In all the conditions in which the cardiac performance was studied in these five articles, it was important to be able to measure as directly and simultaneously as possible both, the cardiac internal load during exercise and the efficiency of its main neural control factors. In these papers it is shown how, despite the extreme variability of environmental stimuli and the stressful factors that influence the cardiovascular system, HR and HRV represent two adequate tools for synchronously assessing cardiac performance on the one hand and the efficiency of his autonomic control during physical exercise on the other.
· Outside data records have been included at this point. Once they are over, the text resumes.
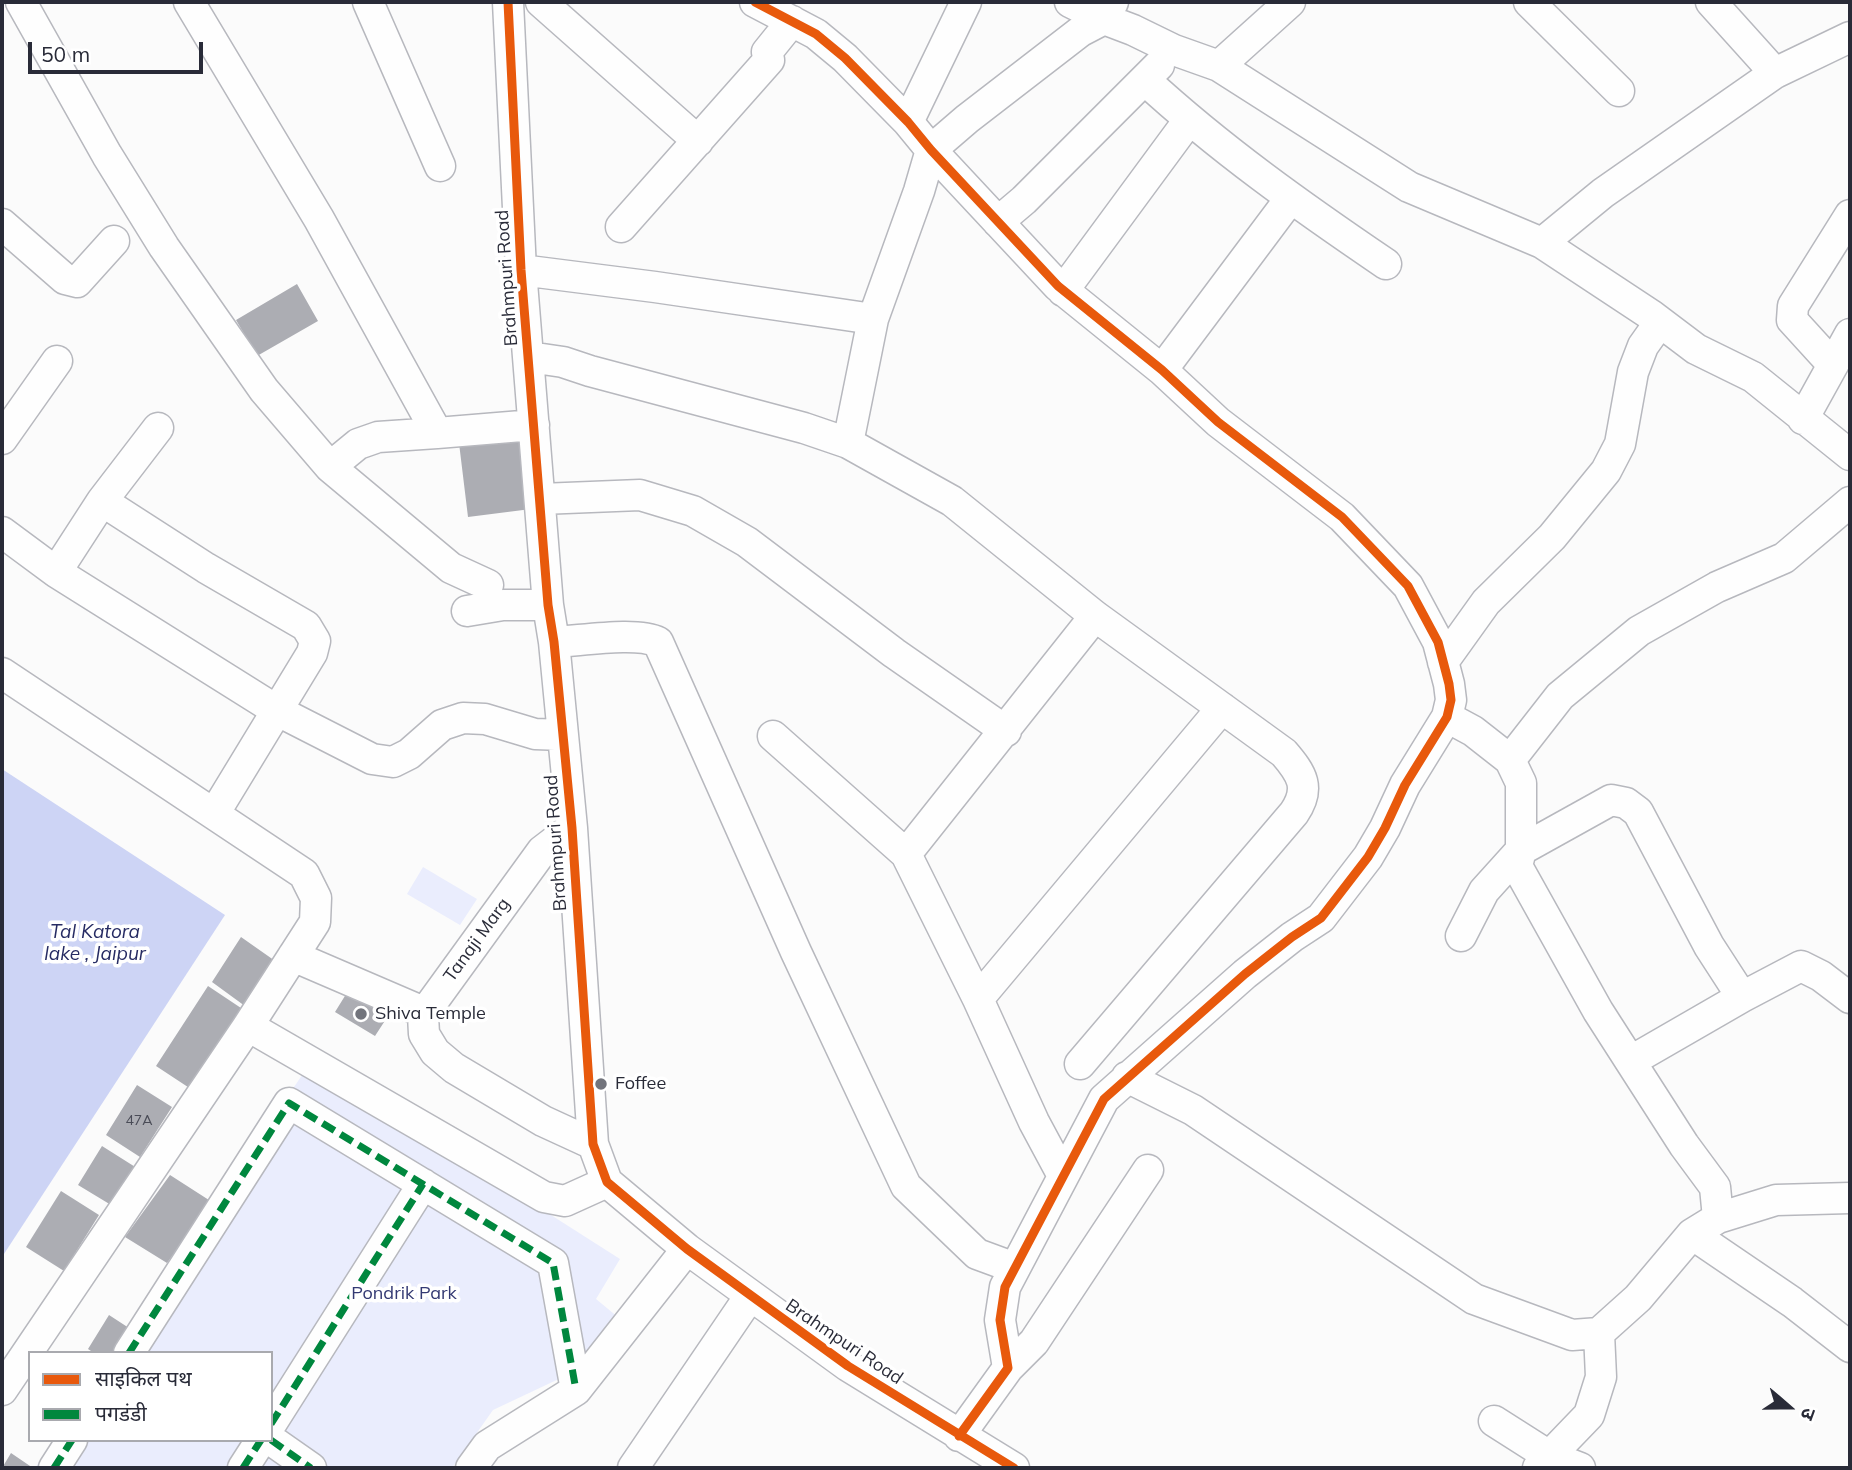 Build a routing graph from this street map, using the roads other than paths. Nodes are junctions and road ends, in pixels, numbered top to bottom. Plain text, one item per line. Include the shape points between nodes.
1 (21, 2) edge
2 (189, 2) edge
3 (368, 2) edge
4 (508, 2) edge
5 (541, 2) edge
6 (755, 2) edge
7 (966, 2) edge
8 (1070, 2) edge
9 (1290, 2) edge
10 (1529, 2) edge
11 (1712, 2) edge
12 (1108, 11) edge
13 (792, 21) junction
14 (1850, 37) edge
15 (1174, 50) junction
16 (1219, 66) junction
17 (1775, 73) junction
18 (1145, 80) junction
19 (1619, 91) dead end
20 (1189, 120) junction
21 (908, 122) junction
22 (698, 141) junction
23 (931, 150) junction
24 (440, 166) dead end
25 (1290, 198) junction
26 (1850, 215) edge
27 (998, 222) junction
28 (2, 224) edge
29 (621, 227) dead end
30 (114, 241) dead end
31 (1542, 243) junction
32 (1386, 264) dead end
33 (521, 270) junction
34 (1063, 291) junction
35 (873, 319) junction
36 (1660, 322) junction
37 (1850, 334) edge
38 (528, 357) junction
39 (57, 361) dead end
40 (1833, 365) junction
41 (1162, 370) junction
42 (12, 404) edge
43 (1803, 419) junction
44 (534, 425) junction
45 (158, 428) dead end
46 (437, 433) junction
47 (2, 439) edge
48 (848, 443) junction
49 (1850, 455) edge
50 (330, 467) junction
51 (541, 499) junction
52 (102, 502) junction
53 (1850, 502) edge
54 (2, 532) edge
55 (56, 572) junction
56 (488, 585) dead end
57 (548, 605) junction
58 (467, 611) dead end
59 (1095, 616) junction
60 (554, 642) junction
61 (1443, 662) junction
62 (2, 673) edge
63 (1222, 708) junction
64 (276, 709) junction
65 (1447, 717) junction
66 (1006, 731) junction
67 (563, 735) junction
68 (773, 736) dead end
69 (1510, 760) junction
70 (214, 814) junction
71 (572, 828) junction
72 (1521, 850) junction
73 (906, 854) junction
74 (1461, 936) dead end
75 (293, 956) junction
76 (1742, 997) junction
77 (1850, 998) edge
78 (978, 999) junction
79 (414, 1008) dead end
80 (248, 1026) junction
81 (1630, 1062) junction
82 (1080, 1064) dead end
83 (1127, 1077) junction
84 (593, 1144) junction
85 (1148, 1170) dead end
86 (1063, 1176) junction
87 (607, 1182) junction
88 (423, 1184) junction
89 (1850, 1198) edge
90 (1718, 1218) junction
91 (1692, 1234) junction
92 (687, 1249) junction
93 (1015, 1268) junction
94 (750, 1296) junction
95 (1599, 1334) junction
96 (1850, 1347) edge
97 (28, 1351) edge
98 (132, 1351) edge
99 (28, 1352) edge
100 (1008, 1368) junction
101 (2, 1390) edge
102 (576, 1390) junction
103 (273, 1421) edge
104 (1494, 1421) dead end
105 (959, 1436) junction
106 (273, 1441) edge
107 (71, 1442) edge
108 (260, 1442) edge
109 (1544, 1462) edge
110 (999, 1464) edge
111 (54, 1468) edge
112 (243, 1468) edge
113 (311, 1468) edge
114 (471, 1468) edge
115 (633, 1468) edge
116 (1580, 1468) edge

1 - 50 street via 164,247 264,390
2 - 46 street via 320,219
3 - 24 street
4 - 33 street, Brahmpuri Road
5 - 22 street
6 - 13 street
7 - 21 street
8 - 12 street
9 - 16 street
10 - 19 street
11 - 17 street
12 - 15 street via 1133,30
12 - 23 street
13 - 21 street via 845,58
13 - 22 street via 767,52 769,60
14 - 17 street
15 - 16 street
15 - 18 street
16 - 31 street via 1409,187
17 - 31 street via 1604,193
18 - 20 street
18 - 27 street
20 - 25 street
20 - 34 street
21 - 23 street
22 - 29 street
23 - 27 street
23 - 35 street
25 - 32 street
25 - 41 street
26 - 40 street via 1793,306 1792,320
27 - 34 street
28 - 30 street via 65,279 77,282
31 - 36 street
33 - 35 street
33 - 38 street, Brahmpuri Road
34 - 41 street
35 - 48 street
36 - 43 street via 1696,349 1753,377
36 - 61 street via 1643,346 1633,372 1620,444 1606,471 1552,537 1486,602
37 - 40 street
38 - 44 street, Brahmpuri Road
38 - 48 street via 581,366
39 - 42 street
40 - 43 street
41 - 61 street via 1217,422 1342,517 1408,586 1438,642
42 - 47 street
43 - 49 street
44 - 46 street
44 - 51 street, Brahmpuri Road
45 - 52 street
46 - 50 street via 378,437 358,444
48 - 59 street via 952,501
50 - 56 street via 451,568
51 - 57 street, Brahmpuri Road
51 - 66 street via 640,495 693,511 747,542
52 - 55 street
52 - 64 street via 306,626 315,641 312,653
53 - 69 street via 1784,558 1717,587 1639,631 1560,696
54 - 55 street
55 - 64 street
57 - 58 street
57 - 60 street, Brahmpuri Road
59 - 63 street
59 - 66 street
60 - 67 street, Brahmpuri Road
60 - 93 street via 634,637 658,642 906,1186 977,1254
61 - 65 street via 1451,700
62 - 70 street
63 - 78 street
63 - 82 street via 1293,764 1301,774 1302,801
64 - 67 street via 372,759 393,762 442,725 463,718 485,719 535,734
64 - 70 street
65 - 69 street
65 - 83 street via 1371,852 1321,918 1245,974
66 - 73 street
67 - 71 street, Brahmpuri Road
68 - 73 street
69 - 72 street via 1521,783
70 - 75 street via 304,874 316,898 315,922
71 - 84 street, Brahmpuri Road
71 - 84 street, Tanaji Marg via 542,851 423,1015 423,1024 435,1052 454,1068 543,1121
72 - 74 street via 1484,891
72 - 76 street via 1611,800 1626,803 1638,812 1709,946
72 - 81 street via 1517,866
73 - 78 street
75 - 79 street
75 - 80 street
76 - 77 street via 1801,966
76 - 81 street
78 - 86 street
80 - 87 street via 544,1197 565,1201
80 - 97 street
81 - 90 street via 1716,1187
83 - 86 street via 1104,1099
83 - 95 street via 1193,1110 1474,1299 1572,1335
84 - 87 street, Brahmpuri Road
85 - 100 street via 1034,1342
86 - 93 street
87 - 92 street, Brahmpuri Road
88 - 98 street via 289,1103
88 - 102 street via 553,1263
88 - 103 street
89 - 90 street via 1776,1200
90 - 91 street
91 - 95 street via 1639,1298
91 - 96 street
92 - 94 street, Brahmpuri Road
92 - 102 street
93 - 100 street via 1005,1287 1000,1320
94 - 105 street, Brahmpuri Road via 848,1366
94 - 115 street
95 - 109 street via 1601,1377 1589,1415
99 - 101 street
100 - 105 street
102 - 114 street via 487,1446
104 - 109 street
105 - 110 street, Brahmpuri Road
106 - 113 street
107 - 111 street
108 - 112 street
109 - 116 street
Furthermore, in some study conditions depicted in these articles, physical stress was also added to mental/psychologic stress: again, the HRV tool proved to be adequate in describing the heart's response to these types of non-muscular stress on the heart. If one considers that this monitoring system is absolutely non-invasive, that it can be analyzed starting from a single biological signal (the electrical activity of the heart), that it easy to use, that does not require sophisticated and expensive instruments, its usefulness in evaluating the adaptability of the heart, both pathological and trained, to the continuous "challenges" that the cardiovascular system has to face is clear.
Nevertheless, some aspects are still to be evaluated and will require further studies about the use of these analysis systems: for example, i) finding more correct descriptors of the sympatho-vagal balance, ii) better exploring the non-linear components of the cardiac signal, aiming at evaluating the responses of the systems that do not depend on simple action-reaction feedback mechanisms, iii) assessing new ECG signal descriptors that are more directly correlated with the mechanical characteristics of the heart, iv) evaluating the efficiency of new HR and HRV monitoring systems that do not require the strict processing of the cardiac electrical signal (such as the vascular photoplethysmography), v) evaluating the determination capacity of these analysis tools with respect to the onset of fatigue during a continuous recording, vi) better focusing on the crucial relationships between cardiac and respiratory activity, vii) evaluating the effects of senescence both on the mechanical part and on the autonomic control of the heart, are just some of the several challenges that we will face in the next years.
However, I believe that the results obtained so far are very promising and I hope that this field of investigation can be deepened and enriched with new methods to evaluate the cardiovascular efficiency during exercise, especially by expanding the prognostic capabilities of these measurements in the field of cardiovascular pathologies, which is still one of the most important health issues to be addressed in the near future.